The unresolved problem of plausibility and coincidence
Up to the present, some of the problems inherent in crime fiction have remained unsolved (and possibly also insoluble). Some of them can be dismissed with a shrug: Why bother at all, even if it is obvious to everyone that an ordinary person is not likely to keep stumbling across corpses? After all, this is just part of the game of crime fiction. Still the fact that an old spinster like Miss Marple meets with an estimated two bodies per year does raise a few doubts as to the plausibility of the Miss Marple mysteries. De Andrea has described the quiet little village of St Mary Mead as having "put on a pageant of human depravity rivaled only by that of Sodom and Gomorrah". Similarly, TV heroine Jessica Fletcher is confronted with bodies wherever she goes, but over the years people who have met violent deaths have also piled up in the streets of Cabot Cove, Maine, the cosy little village where she lives. Generally, therefore, it is much more convincing if a policeman, private eye, forensic expert or similar professional is made the hero or heroine of a series of crime novels. On the other hand, who cares for authenticity?
Also, the role and legitimacy of coincidence has frequently been the topic of heated arguments ever since Knox categorically stated that "no accident must ever help the detective" (Commandment No.6). Yet time and again authors resort to that deus ex machina-sort of device. Is it just because they have to meet their publisher's deadline and cannot think of any other ending to their latest novel? Or is it because they are mediocre writers in the first place? Or is one coincidence per novel acceptable now? A special case of illogical plotting seems to be the murderers' reluctance to kill off the hero or heroine of the story: Even serial killers, who normally do not hesitate for a second to kill an innocent bystander if they happen to be at the wrong place at the wrong time, show a lot of scruples when it comes to ridding themselves of their most dangerous -- and ultimate -- enemy, even if he or she is already in their power. Instead of killing him or her right on the spot -- in the manner in which they bumped off all their previous victims -- , they keep putting off the execution until it is too late and they are outsmarted by their rival. In many cases, instead of just pulling the trigger, they embark on a lengthy discussion of their criminal record, detailing all their crimes -- no doubt mainly for the reader's benefit, but shouldn't a good author be able to think of other narrative devices that help the reader catch up on what they have missed so far?
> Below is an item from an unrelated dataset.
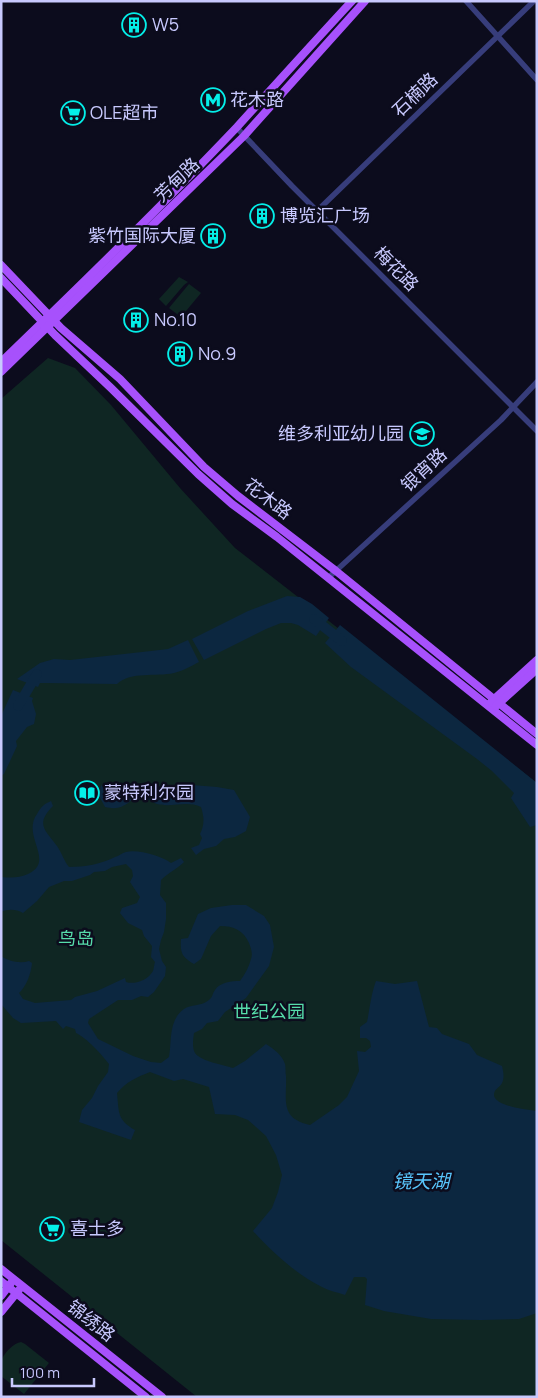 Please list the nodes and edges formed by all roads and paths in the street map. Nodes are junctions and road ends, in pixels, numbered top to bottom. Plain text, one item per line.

Finally, it must be said that technological progress has rendered many of the plots implausible and antiquated. For example, the use of mobile phones by practically everyone these days, including the hoi polloi, has significantly altered the dangerous situations investigators have found themselves in lately. A snowbound mansion somewhere in the country, with a murderer at large? A deserted street in a slum area in the middle of the night, with dark figures looming in the distance? So what?! Get out your mobile and phone for help, for Christ's sake! Some authors have not really succeeded in adapting to the changes brought about by modern technology; others, among them Carl Hiaasen (born 1953), have. In Sick Puppy (1999), one of the characters is stuck on a desert island because, after his tongue has been shot off, a bulldozer has been parked on his legs. He desperately tries to phone for help using his mobile, and the following scene unfolds:
- CALLER: Hep meh! Peezh!
- DISPATCHER: Do you have an emergency?
- CALLER: Yeah, I gah a emoozhezhee! I gah a fugghy boo-gozer oh meh azzhhh!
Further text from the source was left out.